A "Jurisprudência de interesses" (Rudolph Von Ihering, Philipp Heck), se somaria, já no final do séc. XIX e início do séc. XX, a toda plêiade sustentatória do formalismo jurídico. Segundo seus postulados, o Direito deveria ser concebido como forma de vivência, devendo haver uma preocupação com os interesses subjacentes à normatização jurídica, cuja concretização se buscaria através dela. Tal doutrina, embora tivesse propiciado uma certa abertura, permaneceu adstrita à uma visão positivista do fenômeno jurídico, uma vez que continuava supondo a existência de valores comuns próprios de uma comunidade e que estariam inscritos em lei, de modo que o juiz continuaria adstrito a obedecê-la sem espaço para valorações subjetivas (CRUZ, 2004, p. 105).
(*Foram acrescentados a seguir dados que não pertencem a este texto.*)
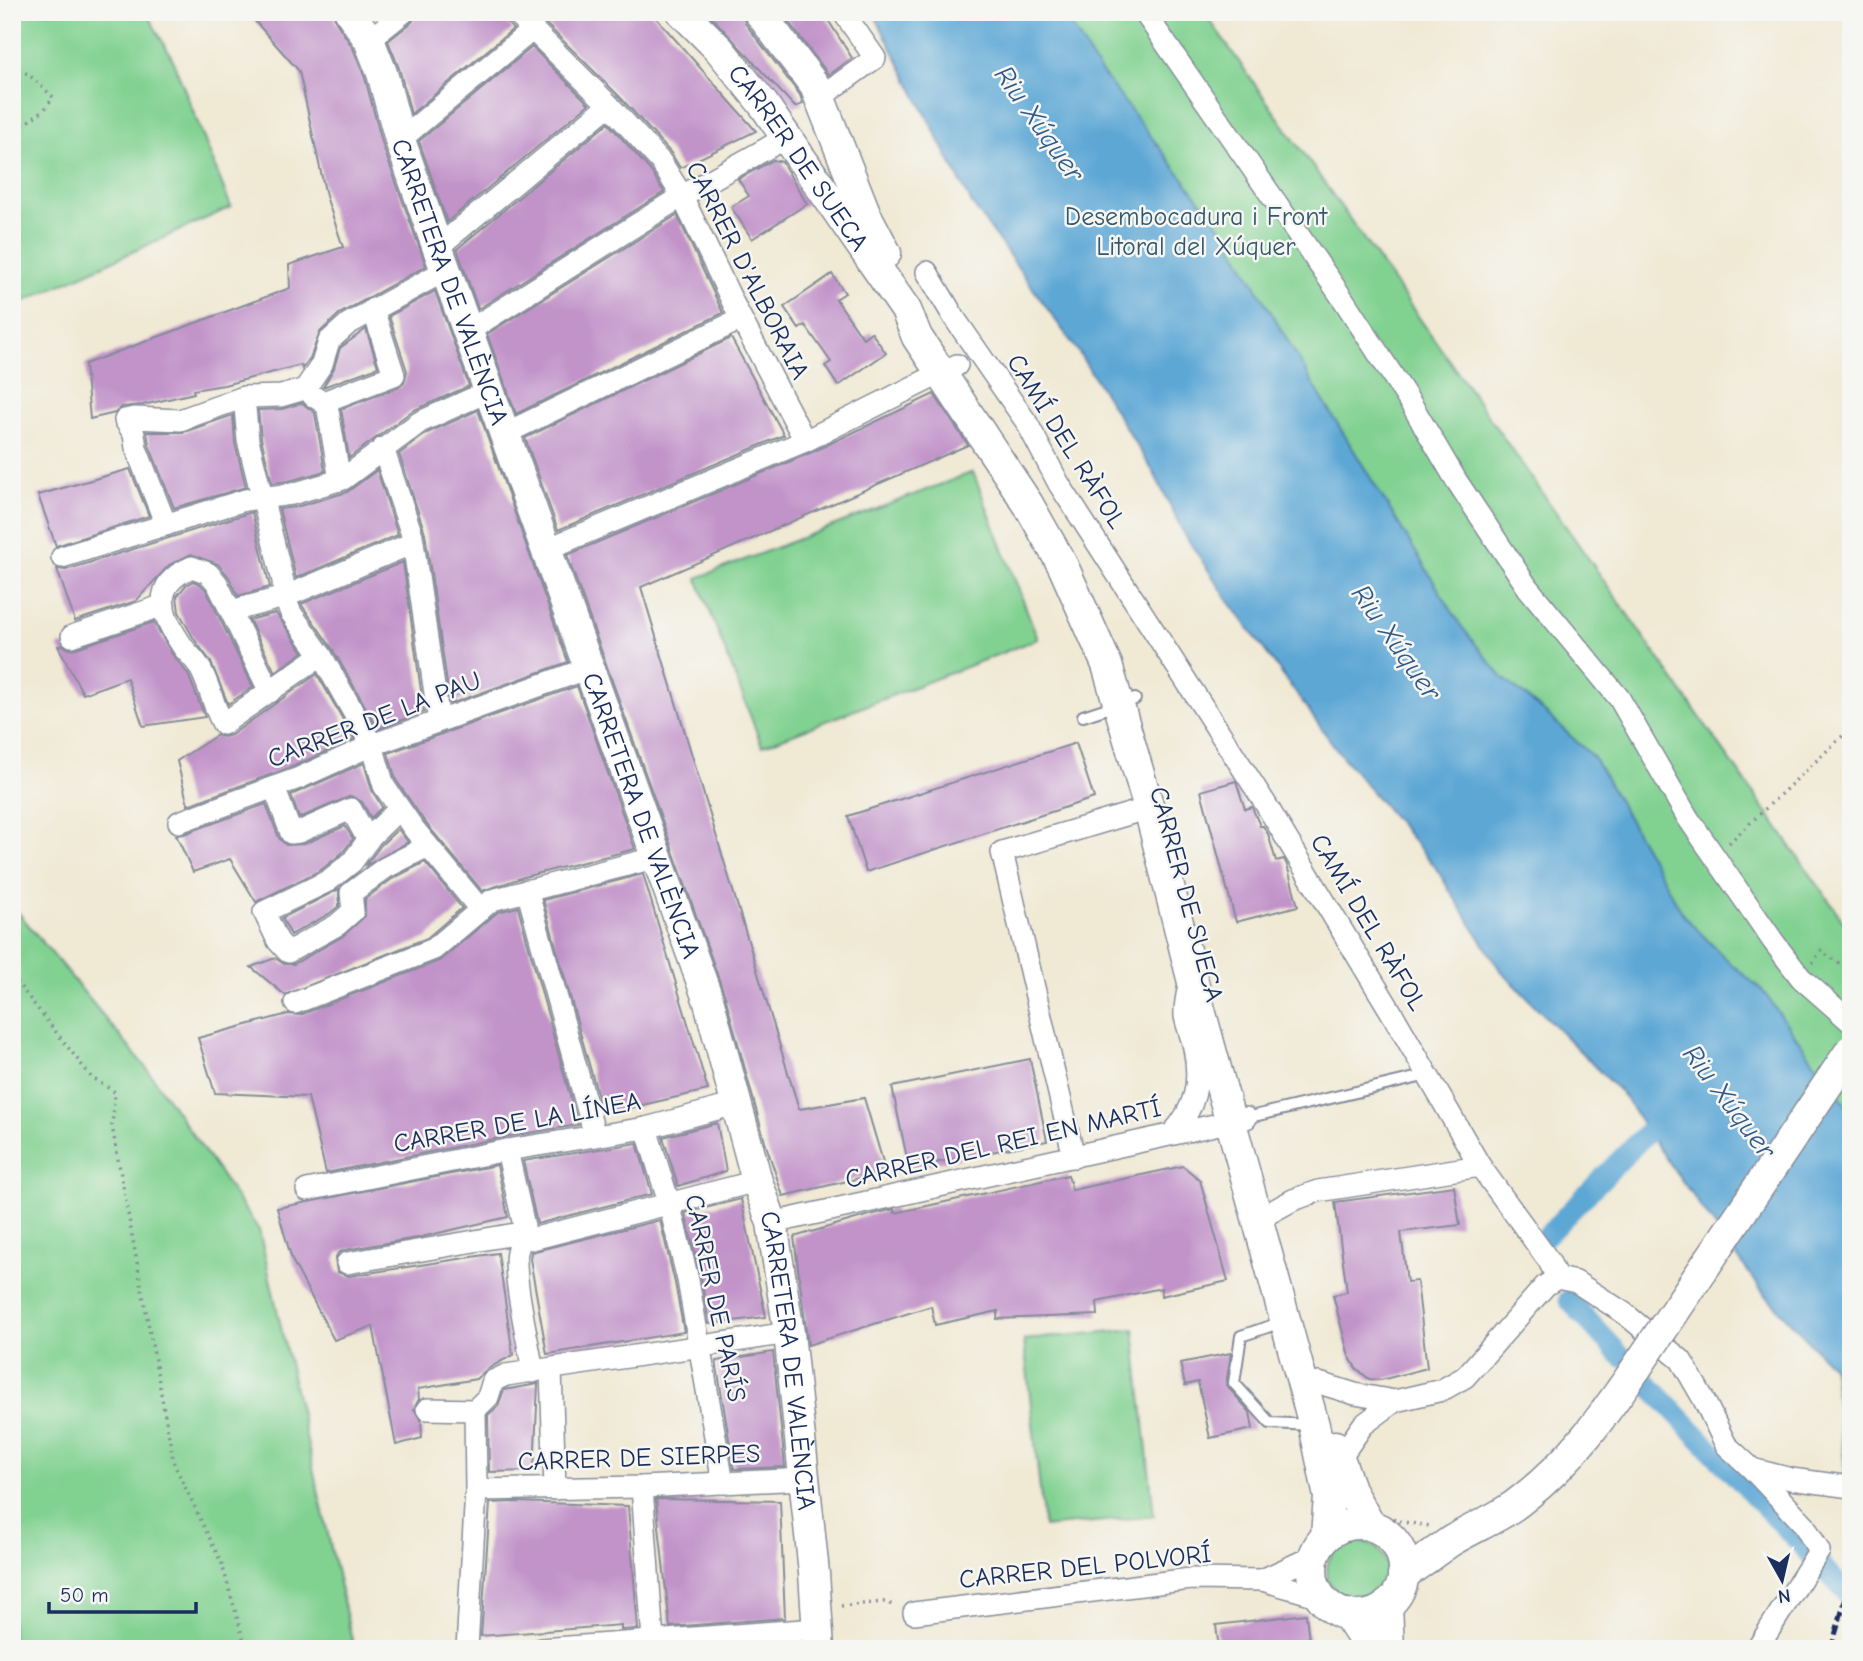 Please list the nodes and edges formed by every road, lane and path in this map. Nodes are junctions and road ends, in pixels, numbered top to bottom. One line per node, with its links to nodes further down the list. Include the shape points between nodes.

Ora, fácil perceber que cada uma destas concepções hermenêuticas geraram uma variável do positivismo. De fato, pelo positivismo legalista, positivo era apenas a lei, ao passo que para o positivismo histórico, positivo era o direito plasmado na vida, nas instituições ou num espírito do povo. Já para o positivismo conceitual, positivos eram os conceitos jurídicos genéricos e abstratos, rigorosamente construídos e concatenados, válidos independentemente de variabilidade da legislação positiva e, por fim, o positivismo sociológico, para o qual positivo era o estudo consentâneo com as regras das novas ciências da sociedade, surgidas na segunda metade do séc. XIX (HESPANHA, 1998, p. 174-175).

Todas essas concepções são correspondentes à uma hermenêutica clássica, com a sua pretensão de precisão de cientificidade e certeza cartesianas, juntamente com a repulsa à metafísica, o que as tornam compatíveis com a premissa da decisão judicial neutra e silogística. A autonomia do Direito cingia-o à suas estruturas, sendo apartado das esferas social, política e moral da sociedade, do mesmo modo que havia uma separação intransponível entre Estado e sociedade, com conseqüente distanciamento entre Direito e realidade. Assim, podemos concluir, da mesma forma que Cruz (2004, p. 96), que "A visão hermenêutica do positivismo implica exame exclusivo do texto normativo empregando-se, de modo geral, os métodos de Savigny (1949), acrescidos da interpretação teleológica da "Jurisprudência de Interesses".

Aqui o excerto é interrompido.